Reticulocyte index (higher than 2 is effective)

Question 26

Ineffective Erythropoiesis:

Answer 26

10-15% of developing erythroblasts die within bone marrow without producing mature cells

Reticulocyte Index <2

HIGH LDH
HIGH INDIRECT BILIRUBIN

Question 27

Tests of hemolysis in hemolytic anemias (6)

Answer 27

1. Indirect bilirubin (unconjugated)
2. Lactic dehydrogenase enzyme( increased in hemolytic anemia and ineffective erythropoiesis )
3. Urobilinogen : in EVH
4. Urinary hemosiderin : in IVH
5. Haptoglobin : absent in IVH
6. Schumm’s test : for detection of methemalbumin and severity of IVH

Question 28

Hemoglobin abnormalities

Answer 28

1.Synthesis of abnormal hemoglobin (sickle).
2.Reduced rate of synthesis of normal α, or β globin chains (the α and β
thalassaemias).
3.Combined 1,2 (sickle thalassemia) : if father is carrier of thalassemia and
mother is carrier of sickle

Question 29

Inheritance of sickle cell disease

Answer 29

Both mother and father must be carrier

Question 30

Etiology of sickle cell disease

Answer 30

Caused by mutation which change A
into T leading to conversion of
glutamate into valine , so BETA globin
chains are changed

Question 31

Pathogenesis of sickle cell disease

Answer 31

HbS is insoluble
 Hypoxia ( deoxygenated HbS) cause
polymerization of it leading to sickling
of cells result in occlusion of blood vessels Causing
infarction

Question 32

Clinical Picture Of Sickle Cell Disease

Answer 32

1. Severe hemolytic anemia
2. Other organ damage
    Hand or feet swelling , painful , redness
    Brain stroke
    Auto-splenectomy عنده تضخم اصلا وعندما تسوء الحالة تحس ان الطحال متشال
    Pulmonary hypertension
    Infections
    Ulcers of the lower legs
    Gall bladder stones ( due to increased bilirubin )

Question 33

What are the types of crises present in SCD?

Answer 33

1) Vaso‐occlusive crises
 Painful , swelling , painful , redness of hand or feet of
baby ( hand foot syndrome )
 Visceral
 acute sickle chest syndrome ( due to sickling of small
blood vessels in lung leading to pulmonary infarction )
 Splenic sequestration ( painful enlarged spleen )
انحباس الدم كله في الطحال

2) Aplastic crises
Due to infection with parvovirus ( B19 virus - which cause infection in hemolytic anemia causing pancytopenia because it infect BM ) and are characterized by a sudden fall in hemoglobin and reticulocytes . B19 virus : cause swelling joints , arthritis

3) Haemolytic crises
Characterized by an increased rate of hemolysis and fall in hemoglobin but rise in reticulocytes

Question 34

What are the factors that precipitate the crises ?

Answer 34

• Infection
• Acidosis
• Dehydration
• Deoxygenation
• High altitude
• Operations
• Obstetric delivery
• Stasis of the circulation
• Exposure to cold
• Violent exercise

Question 35

Diagnosis of SCD

Answer 35

1) Complete blood count (what is the type of anemia?)
2) Blood film ( sickling of RBCs )
3) Hb electrophoresis: (diagnostic test )
 HB-A : absent
 S- band : HBS present
 HBF : low
 HB-A2 : low

4) Sickling test
Add substance to stimulate hypoxia ( if sickling occurs , so it is sickle cell
disease)
5) Solubility test
In sickle cell disease: hemoglobin is insoluble ( Turbidity of tube )
6) Both normoblast and retics are present in peripheral blood

Question 36

Diagnosis of SCT

Answer 36

 HbA is present
 HbA2 : present
 HbS : not exceed 45%
 HBF : low
Hematuria is the most Common symptom.
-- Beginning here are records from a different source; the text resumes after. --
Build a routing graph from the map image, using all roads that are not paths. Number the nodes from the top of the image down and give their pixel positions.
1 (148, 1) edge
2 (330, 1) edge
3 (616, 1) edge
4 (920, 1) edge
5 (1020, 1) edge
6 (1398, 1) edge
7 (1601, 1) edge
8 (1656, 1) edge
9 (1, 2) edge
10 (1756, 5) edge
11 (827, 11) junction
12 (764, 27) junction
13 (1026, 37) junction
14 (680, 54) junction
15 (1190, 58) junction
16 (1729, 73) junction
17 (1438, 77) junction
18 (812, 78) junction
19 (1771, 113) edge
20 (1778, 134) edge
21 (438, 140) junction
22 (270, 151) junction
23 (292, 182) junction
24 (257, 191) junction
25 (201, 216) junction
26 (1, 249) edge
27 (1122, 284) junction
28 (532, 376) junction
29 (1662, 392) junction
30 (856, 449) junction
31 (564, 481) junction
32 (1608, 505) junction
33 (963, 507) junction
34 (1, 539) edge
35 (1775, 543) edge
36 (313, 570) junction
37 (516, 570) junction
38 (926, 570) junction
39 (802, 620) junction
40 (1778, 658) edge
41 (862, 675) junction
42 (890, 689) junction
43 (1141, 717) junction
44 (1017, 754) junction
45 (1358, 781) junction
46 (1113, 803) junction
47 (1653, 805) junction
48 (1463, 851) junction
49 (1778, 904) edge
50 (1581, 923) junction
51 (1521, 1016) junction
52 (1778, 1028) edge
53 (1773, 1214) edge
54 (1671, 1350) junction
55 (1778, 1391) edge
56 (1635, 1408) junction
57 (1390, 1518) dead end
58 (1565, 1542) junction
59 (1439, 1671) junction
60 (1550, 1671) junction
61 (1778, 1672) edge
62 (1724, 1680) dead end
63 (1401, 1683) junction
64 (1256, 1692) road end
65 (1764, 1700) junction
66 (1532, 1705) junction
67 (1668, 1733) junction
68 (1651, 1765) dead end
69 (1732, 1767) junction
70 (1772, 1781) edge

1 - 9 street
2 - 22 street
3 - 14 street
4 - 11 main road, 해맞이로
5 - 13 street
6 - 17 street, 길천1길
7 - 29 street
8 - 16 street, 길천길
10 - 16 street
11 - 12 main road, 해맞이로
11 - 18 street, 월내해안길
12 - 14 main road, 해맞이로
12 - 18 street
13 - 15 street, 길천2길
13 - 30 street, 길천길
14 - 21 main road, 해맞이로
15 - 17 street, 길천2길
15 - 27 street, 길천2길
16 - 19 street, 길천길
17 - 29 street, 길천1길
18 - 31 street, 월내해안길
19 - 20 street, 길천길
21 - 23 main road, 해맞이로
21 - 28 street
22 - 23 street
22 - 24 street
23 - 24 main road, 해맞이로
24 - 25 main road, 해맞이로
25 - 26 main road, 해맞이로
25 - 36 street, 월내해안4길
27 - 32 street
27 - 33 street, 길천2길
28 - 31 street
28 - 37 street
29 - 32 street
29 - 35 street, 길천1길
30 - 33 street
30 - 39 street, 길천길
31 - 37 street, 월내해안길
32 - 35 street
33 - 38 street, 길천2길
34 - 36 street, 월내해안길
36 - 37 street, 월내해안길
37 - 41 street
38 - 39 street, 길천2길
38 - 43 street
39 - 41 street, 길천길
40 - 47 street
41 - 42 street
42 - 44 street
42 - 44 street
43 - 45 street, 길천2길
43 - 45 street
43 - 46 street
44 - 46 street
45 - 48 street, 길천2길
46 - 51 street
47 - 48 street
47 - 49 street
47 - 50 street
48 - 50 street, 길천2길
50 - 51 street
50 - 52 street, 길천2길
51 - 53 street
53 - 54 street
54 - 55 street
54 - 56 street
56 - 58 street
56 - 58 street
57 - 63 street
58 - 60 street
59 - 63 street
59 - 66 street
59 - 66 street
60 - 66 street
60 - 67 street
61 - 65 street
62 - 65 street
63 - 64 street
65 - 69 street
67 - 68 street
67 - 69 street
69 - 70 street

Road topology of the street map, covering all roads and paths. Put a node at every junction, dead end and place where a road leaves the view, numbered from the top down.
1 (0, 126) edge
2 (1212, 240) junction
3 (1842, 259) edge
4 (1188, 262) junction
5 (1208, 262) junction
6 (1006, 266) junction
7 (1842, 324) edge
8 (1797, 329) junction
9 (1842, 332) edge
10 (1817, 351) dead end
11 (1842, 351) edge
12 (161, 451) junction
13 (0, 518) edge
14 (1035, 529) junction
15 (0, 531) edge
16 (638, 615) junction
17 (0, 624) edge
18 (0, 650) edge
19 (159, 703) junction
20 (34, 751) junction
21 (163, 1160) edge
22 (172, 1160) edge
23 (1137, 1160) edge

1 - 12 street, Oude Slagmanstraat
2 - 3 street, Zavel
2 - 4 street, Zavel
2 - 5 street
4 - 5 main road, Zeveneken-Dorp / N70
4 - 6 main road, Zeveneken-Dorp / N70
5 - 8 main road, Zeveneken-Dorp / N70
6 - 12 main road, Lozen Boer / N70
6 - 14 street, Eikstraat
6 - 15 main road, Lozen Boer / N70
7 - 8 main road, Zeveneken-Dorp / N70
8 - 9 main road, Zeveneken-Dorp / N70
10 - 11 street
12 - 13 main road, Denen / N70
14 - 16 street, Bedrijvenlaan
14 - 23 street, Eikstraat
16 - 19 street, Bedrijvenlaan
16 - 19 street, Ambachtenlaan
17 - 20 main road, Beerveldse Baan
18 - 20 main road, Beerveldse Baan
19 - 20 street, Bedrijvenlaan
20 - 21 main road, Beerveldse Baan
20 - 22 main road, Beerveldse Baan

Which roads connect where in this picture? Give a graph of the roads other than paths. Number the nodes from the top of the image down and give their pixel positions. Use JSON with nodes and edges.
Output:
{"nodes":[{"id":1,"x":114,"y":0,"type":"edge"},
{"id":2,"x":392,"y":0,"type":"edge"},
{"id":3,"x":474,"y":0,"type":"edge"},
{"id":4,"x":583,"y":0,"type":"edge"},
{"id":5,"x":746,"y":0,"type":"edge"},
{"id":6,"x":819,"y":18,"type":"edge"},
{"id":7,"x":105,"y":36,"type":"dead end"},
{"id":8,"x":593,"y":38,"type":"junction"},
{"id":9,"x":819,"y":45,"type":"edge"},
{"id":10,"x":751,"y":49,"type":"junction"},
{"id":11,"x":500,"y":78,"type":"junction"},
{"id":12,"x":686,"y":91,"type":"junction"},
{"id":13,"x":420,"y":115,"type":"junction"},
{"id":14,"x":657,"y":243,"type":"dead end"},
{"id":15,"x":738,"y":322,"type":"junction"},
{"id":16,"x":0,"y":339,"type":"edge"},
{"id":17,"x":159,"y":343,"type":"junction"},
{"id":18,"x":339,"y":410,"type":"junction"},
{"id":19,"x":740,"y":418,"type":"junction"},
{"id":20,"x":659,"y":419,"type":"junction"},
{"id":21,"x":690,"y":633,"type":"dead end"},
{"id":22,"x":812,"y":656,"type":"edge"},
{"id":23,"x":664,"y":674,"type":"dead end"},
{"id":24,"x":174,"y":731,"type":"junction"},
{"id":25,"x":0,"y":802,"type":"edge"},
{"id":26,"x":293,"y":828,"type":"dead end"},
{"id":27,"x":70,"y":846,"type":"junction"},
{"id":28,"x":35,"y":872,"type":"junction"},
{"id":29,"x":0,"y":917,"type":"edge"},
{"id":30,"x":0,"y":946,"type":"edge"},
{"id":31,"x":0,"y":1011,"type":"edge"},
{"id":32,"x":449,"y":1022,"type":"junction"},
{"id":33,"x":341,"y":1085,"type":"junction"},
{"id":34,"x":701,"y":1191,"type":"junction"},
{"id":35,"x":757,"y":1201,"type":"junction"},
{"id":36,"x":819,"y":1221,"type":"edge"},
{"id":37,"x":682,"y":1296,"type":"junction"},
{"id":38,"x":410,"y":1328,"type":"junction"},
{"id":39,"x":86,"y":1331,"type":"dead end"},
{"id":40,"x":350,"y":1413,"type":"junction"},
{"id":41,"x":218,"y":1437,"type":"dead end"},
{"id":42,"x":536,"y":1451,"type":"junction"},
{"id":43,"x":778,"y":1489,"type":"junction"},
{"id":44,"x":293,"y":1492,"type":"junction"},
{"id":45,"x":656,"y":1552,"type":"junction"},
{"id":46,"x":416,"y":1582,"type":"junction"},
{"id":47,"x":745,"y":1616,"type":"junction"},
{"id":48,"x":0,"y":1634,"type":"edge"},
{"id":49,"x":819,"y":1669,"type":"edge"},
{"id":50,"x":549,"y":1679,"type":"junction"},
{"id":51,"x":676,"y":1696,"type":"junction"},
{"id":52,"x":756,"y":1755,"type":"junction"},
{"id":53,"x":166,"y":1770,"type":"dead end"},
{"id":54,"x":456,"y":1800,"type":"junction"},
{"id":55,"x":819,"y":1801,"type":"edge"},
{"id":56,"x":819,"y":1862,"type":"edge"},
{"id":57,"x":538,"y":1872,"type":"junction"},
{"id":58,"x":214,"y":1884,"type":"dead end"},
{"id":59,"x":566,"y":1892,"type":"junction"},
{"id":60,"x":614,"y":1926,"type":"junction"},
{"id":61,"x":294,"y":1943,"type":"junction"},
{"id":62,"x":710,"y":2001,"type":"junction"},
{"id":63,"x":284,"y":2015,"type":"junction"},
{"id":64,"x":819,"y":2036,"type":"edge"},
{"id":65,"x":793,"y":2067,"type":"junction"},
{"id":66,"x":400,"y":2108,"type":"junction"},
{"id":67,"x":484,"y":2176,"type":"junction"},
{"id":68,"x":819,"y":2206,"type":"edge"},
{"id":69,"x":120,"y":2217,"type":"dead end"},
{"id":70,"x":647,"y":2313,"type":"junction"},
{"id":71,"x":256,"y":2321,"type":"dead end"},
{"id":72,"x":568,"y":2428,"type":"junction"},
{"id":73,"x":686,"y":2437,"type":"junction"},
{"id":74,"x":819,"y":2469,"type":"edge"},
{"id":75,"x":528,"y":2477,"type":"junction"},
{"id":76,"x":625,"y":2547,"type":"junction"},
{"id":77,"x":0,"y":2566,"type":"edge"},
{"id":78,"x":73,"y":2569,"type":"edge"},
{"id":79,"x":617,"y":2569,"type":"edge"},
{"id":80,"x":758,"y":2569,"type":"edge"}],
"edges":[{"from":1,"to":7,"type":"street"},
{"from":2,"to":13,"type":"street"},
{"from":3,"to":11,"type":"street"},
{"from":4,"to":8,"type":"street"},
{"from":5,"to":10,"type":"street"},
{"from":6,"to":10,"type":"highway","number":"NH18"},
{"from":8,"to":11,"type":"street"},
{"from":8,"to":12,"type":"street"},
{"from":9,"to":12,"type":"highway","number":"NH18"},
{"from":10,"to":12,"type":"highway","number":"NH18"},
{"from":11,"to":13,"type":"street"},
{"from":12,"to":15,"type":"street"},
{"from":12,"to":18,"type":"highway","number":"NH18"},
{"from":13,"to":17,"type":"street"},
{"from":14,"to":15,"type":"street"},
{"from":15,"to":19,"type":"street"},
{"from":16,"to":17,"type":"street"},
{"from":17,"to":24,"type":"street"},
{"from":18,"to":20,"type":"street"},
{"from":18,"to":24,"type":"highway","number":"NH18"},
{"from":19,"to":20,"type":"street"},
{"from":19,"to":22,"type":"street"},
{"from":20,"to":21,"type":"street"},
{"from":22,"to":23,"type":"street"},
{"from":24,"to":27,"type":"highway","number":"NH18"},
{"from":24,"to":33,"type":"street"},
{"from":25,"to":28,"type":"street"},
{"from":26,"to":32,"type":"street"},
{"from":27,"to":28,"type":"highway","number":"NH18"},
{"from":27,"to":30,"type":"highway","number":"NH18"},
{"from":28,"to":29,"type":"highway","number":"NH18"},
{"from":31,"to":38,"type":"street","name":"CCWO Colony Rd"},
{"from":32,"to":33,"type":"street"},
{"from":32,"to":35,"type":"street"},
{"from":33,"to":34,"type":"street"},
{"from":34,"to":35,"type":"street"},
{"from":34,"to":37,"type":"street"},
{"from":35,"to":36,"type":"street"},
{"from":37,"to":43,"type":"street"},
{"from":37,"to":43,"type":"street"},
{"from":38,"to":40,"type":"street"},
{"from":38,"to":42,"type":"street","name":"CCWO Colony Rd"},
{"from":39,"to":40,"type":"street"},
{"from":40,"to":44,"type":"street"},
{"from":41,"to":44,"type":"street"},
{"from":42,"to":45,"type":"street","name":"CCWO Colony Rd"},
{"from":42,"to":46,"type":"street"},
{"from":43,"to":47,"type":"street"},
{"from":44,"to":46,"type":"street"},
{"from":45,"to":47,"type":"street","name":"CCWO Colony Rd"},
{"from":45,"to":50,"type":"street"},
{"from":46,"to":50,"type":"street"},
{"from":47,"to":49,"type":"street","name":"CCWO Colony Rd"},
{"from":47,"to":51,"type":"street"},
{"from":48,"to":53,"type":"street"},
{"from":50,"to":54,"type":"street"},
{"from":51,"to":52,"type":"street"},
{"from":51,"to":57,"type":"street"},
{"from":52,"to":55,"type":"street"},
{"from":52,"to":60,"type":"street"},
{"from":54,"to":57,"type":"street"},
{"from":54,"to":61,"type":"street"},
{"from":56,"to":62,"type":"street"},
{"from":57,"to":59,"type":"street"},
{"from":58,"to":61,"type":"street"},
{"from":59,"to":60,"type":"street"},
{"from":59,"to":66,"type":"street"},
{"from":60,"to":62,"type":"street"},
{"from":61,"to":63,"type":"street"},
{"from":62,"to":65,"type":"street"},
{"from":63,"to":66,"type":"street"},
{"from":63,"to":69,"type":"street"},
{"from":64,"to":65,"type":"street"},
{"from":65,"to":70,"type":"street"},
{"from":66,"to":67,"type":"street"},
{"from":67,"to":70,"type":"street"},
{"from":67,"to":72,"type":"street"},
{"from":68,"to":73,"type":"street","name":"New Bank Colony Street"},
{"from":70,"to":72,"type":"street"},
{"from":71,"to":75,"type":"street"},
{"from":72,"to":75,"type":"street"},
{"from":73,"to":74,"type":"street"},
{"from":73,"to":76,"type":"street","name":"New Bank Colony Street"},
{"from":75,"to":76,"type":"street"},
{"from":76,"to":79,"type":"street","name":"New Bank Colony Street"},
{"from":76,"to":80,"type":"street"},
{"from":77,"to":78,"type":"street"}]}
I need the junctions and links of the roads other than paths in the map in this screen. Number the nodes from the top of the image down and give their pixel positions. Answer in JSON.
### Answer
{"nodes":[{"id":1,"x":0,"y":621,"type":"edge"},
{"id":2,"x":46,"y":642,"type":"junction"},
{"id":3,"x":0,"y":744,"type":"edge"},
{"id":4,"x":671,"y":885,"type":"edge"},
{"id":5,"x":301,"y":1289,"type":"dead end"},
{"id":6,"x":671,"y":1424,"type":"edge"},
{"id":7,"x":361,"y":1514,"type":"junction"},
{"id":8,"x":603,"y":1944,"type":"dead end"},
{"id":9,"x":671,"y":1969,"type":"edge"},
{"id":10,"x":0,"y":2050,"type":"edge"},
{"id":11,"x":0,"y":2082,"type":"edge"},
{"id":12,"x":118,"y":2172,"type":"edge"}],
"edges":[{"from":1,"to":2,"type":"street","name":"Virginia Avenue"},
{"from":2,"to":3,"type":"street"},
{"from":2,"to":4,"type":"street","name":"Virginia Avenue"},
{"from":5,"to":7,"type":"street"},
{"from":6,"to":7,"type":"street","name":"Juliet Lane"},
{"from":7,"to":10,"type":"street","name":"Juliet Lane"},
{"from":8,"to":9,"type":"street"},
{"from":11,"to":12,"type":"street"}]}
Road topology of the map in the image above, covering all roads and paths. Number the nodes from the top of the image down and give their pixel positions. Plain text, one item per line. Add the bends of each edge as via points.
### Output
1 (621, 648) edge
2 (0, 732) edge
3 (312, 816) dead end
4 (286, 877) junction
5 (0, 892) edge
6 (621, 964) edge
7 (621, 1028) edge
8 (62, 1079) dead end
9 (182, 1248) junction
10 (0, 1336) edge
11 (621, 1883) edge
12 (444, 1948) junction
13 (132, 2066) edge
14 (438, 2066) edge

Why?
•HbS from 25–45% of the total hemoglobin.
•Care must be taken with anesthesia, pregnancy and at high altitudes.

Question 37

How to manage a case of sickle cell disease?

Answer 37

 Prophylactic –avoid precipitating factors.
 Regular folic acid.
 Pneumococcal, Hemophilus and meningococcal vaccination.
 Crises –treat by rest, warmth, rehydration by oral fluids and/or intravenous normal saline and antibiotics.
 Analgesia.
 Blood transfusion if there is very severe anemia with symptoms.
 Exchange transfusion.
 neurological damage, visceral sequestration crisis or repeated painful crises.